→ **What is being asked**
If a line in the records below holds the word "change", copy it.

→ **Data under study**
[Start of section]

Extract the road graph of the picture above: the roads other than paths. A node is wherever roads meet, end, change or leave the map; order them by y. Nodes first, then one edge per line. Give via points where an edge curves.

[End of section]
[Start of section]

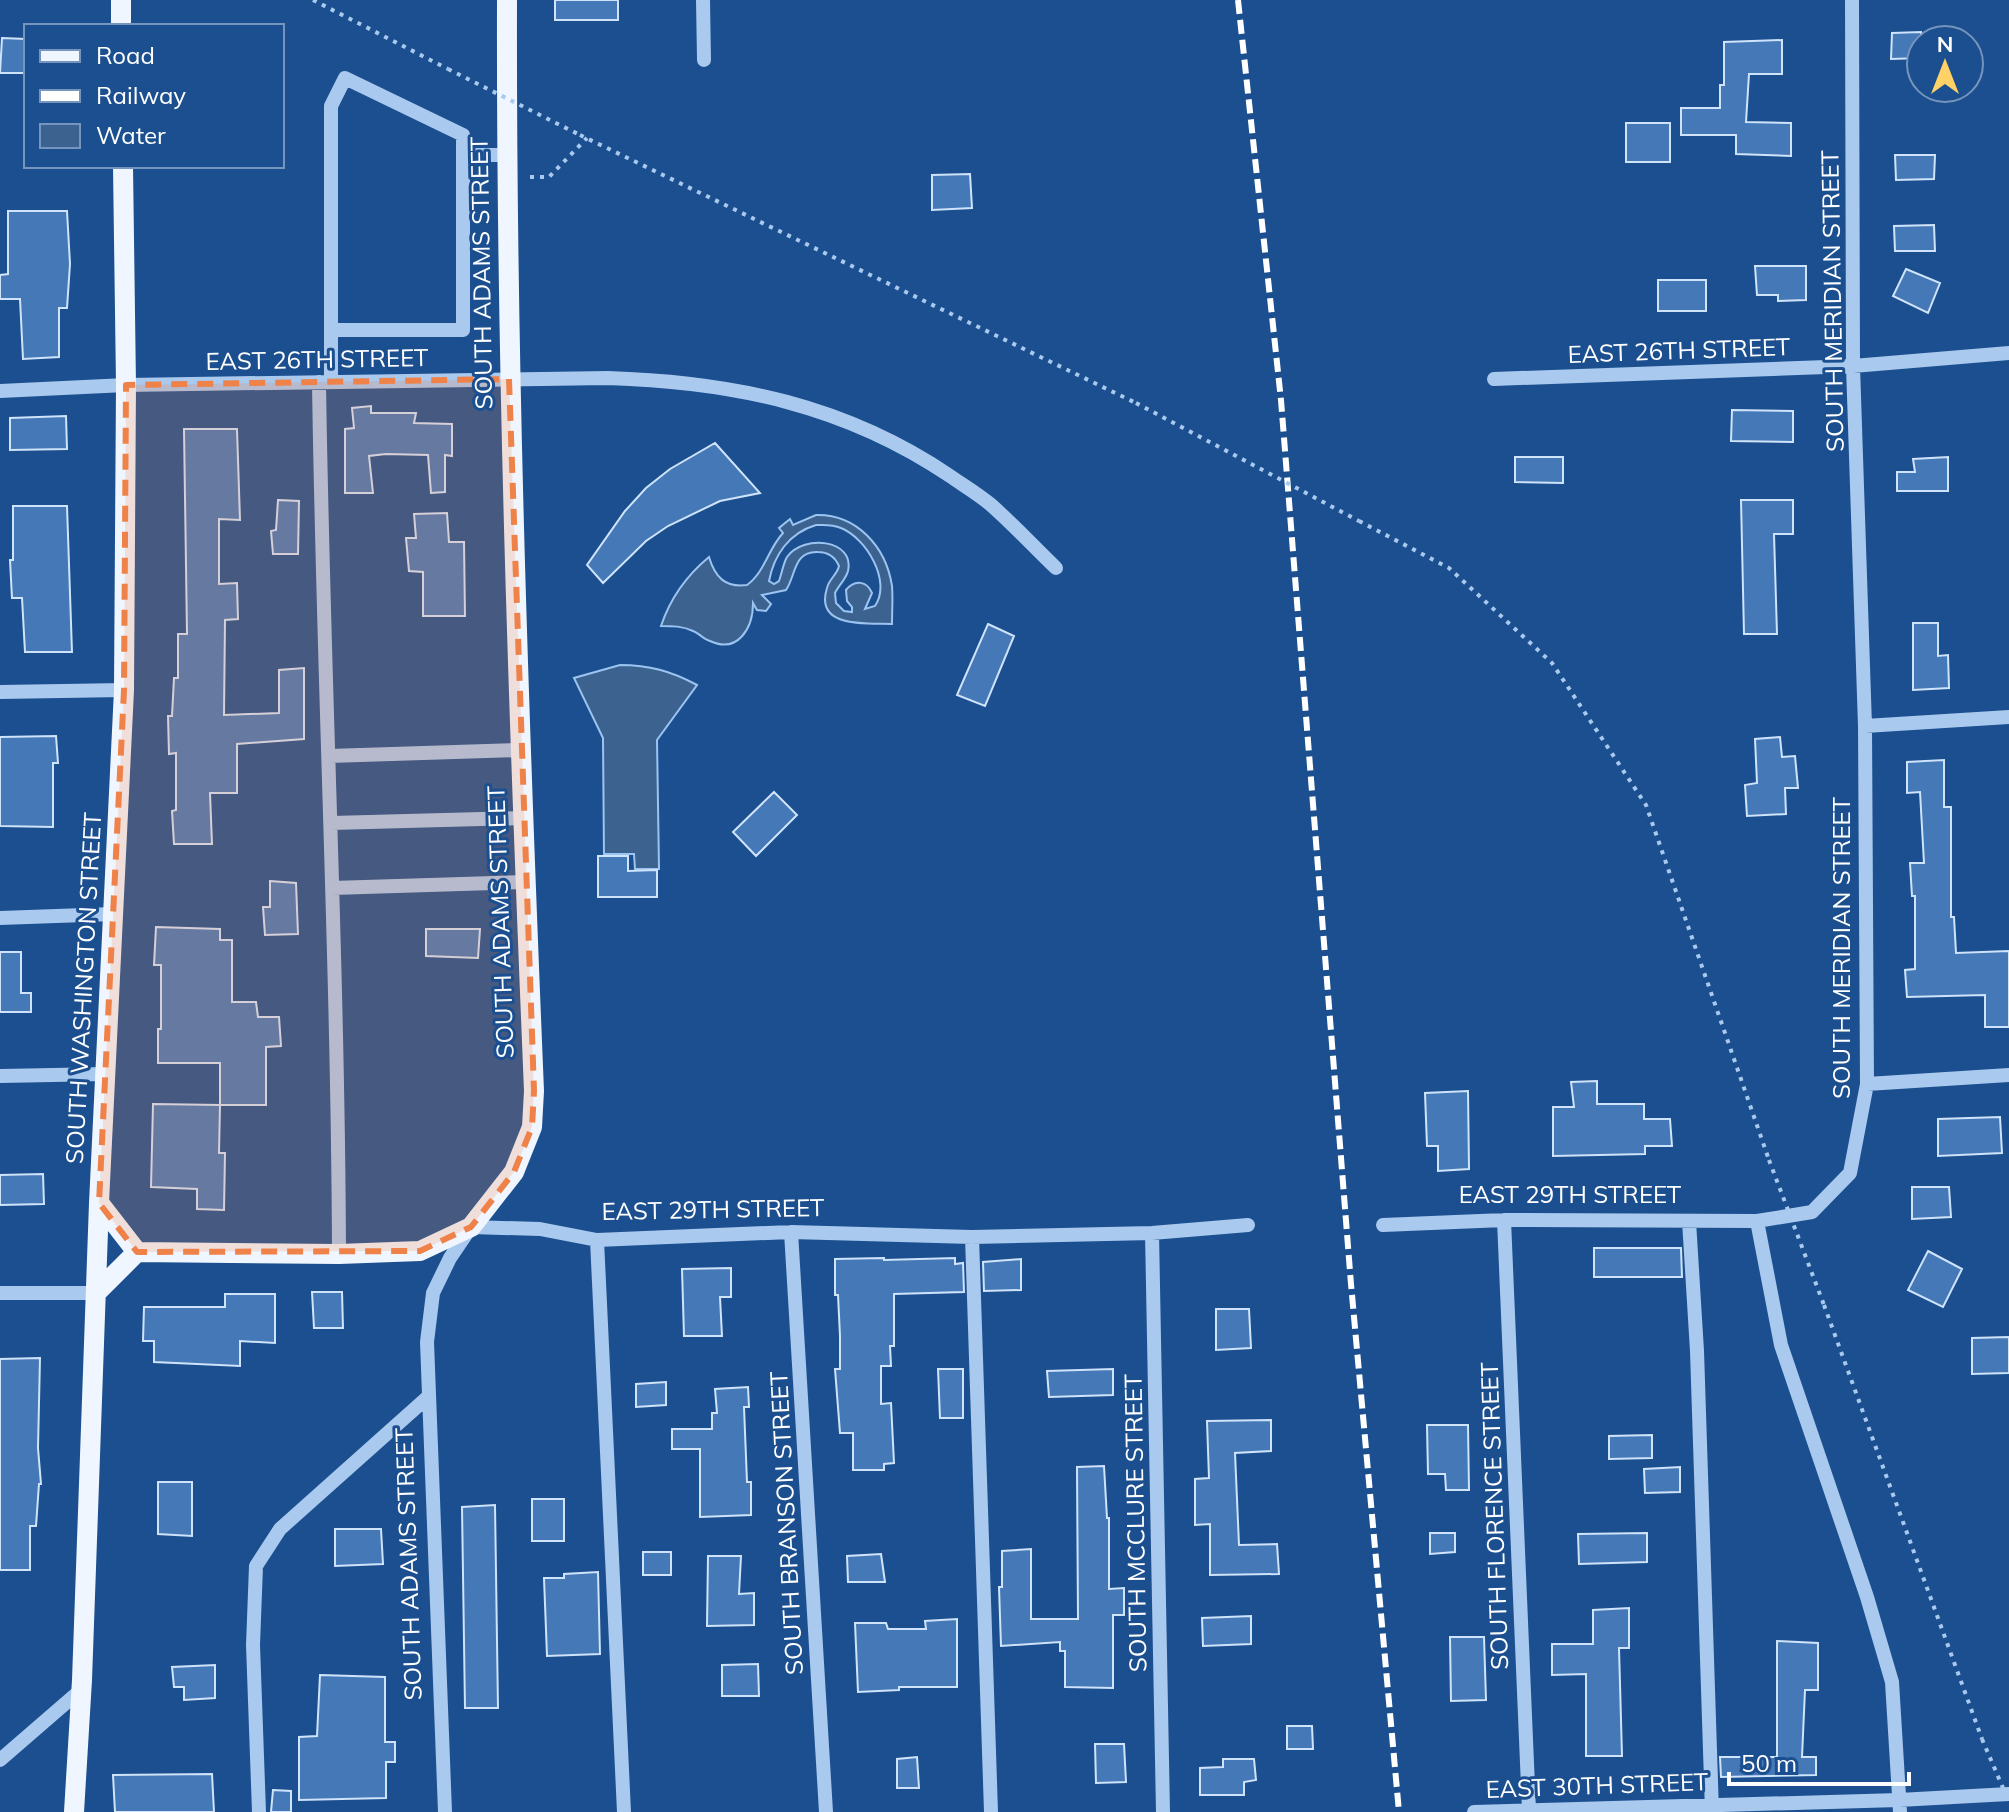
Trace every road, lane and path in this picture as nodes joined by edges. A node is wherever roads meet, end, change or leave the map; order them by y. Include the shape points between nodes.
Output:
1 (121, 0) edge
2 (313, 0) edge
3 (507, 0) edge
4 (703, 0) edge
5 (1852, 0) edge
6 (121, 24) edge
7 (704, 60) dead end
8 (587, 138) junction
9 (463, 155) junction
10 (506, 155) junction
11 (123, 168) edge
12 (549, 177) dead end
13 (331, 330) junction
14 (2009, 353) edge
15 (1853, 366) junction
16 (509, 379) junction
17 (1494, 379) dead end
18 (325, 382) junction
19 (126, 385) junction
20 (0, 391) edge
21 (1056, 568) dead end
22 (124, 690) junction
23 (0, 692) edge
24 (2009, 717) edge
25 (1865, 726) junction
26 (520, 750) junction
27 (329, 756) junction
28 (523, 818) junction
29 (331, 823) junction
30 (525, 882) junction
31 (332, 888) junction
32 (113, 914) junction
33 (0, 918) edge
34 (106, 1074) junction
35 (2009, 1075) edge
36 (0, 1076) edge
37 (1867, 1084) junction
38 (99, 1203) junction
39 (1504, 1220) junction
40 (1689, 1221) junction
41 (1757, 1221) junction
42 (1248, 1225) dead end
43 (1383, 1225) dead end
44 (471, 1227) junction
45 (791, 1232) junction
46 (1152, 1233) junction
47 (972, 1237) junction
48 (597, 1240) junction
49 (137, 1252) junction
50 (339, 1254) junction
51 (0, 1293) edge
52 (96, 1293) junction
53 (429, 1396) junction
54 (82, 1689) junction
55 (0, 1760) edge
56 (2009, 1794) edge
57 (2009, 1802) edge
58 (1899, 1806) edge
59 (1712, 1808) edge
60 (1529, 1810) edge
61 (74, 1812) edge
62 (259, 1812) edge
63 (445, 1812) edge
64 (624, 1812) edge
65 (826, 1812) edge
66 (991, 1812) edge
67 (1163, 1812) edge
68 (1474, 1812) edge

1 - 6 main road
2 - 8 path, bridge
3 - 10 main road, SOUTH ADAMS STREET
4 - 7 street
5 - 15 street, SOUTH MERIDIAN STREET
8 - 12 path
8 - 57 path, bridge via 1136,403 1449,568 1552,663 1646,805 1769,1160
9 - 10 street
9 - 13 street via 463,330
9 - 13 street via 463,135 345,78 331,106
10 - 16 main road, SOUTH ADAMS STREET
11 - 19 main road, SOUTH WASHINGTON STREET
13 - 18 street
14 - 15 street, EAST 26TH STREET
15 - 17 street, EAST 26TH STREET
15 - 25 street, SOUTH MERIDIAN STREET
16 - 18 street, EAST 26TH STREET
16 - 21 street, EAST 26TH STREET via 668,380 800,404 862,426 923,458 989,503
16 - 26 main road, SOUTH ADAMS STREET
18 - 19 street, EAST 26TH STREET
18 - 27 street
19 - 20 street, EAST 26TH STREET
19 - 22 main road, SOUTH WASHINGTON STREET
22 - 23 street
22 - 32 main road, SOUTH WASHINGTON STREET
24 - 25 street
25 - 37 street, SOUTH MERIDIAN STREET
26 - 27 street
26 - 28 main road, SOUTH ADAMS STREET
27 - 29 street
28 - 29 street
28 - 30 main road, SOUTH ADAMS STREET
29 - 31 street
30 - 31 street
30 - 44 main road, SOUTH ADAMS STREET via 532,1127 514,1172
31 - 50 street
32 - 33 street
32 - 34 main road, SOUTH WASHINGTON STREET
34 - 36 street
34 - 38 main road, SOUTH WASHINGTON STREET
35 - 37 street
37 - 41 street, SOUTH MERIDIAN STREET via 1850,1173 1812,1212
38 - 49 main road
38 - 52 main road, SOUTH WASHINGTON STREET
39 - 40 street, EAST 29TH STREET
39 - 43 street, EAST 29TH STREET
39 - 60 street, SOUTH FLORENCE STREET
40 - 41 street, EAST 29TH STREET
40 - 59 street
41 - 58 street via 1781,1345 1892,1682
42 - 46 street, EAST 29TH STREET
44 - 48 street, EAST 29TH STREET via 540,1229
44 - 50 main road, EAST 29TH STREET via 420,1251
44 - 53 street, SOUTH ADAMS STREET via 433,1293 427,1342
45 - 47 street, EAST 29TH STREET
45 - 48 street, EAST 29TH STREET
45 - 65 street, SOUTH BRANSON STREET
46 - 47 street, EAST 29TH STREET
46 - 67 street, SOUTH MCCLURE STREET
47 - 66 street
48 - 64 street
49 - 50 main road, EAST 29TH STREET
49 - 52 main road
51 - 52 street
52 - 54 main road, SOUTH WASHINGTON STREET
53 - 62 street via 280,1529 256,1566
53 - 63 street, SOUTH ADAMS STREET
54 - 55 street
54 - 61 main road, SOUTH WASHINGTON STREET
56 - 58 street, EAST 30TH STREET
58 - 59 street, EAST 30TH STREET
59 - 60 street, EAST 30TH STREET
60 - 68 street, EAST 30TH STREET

[End of section]

→ **Exercise response**
Extract the road graph of the picture above: the roads other than paths. A node is wherever roads meet, end, change or leave the map; order them by y. Nodes first, then one edge per line. Give via points where an edge curves.
Trace every road, lane and path in this picture as nodes joined by edges. A node is wherever roads meet, end, change or leave the map; order them by y. Include the shape points between nodes.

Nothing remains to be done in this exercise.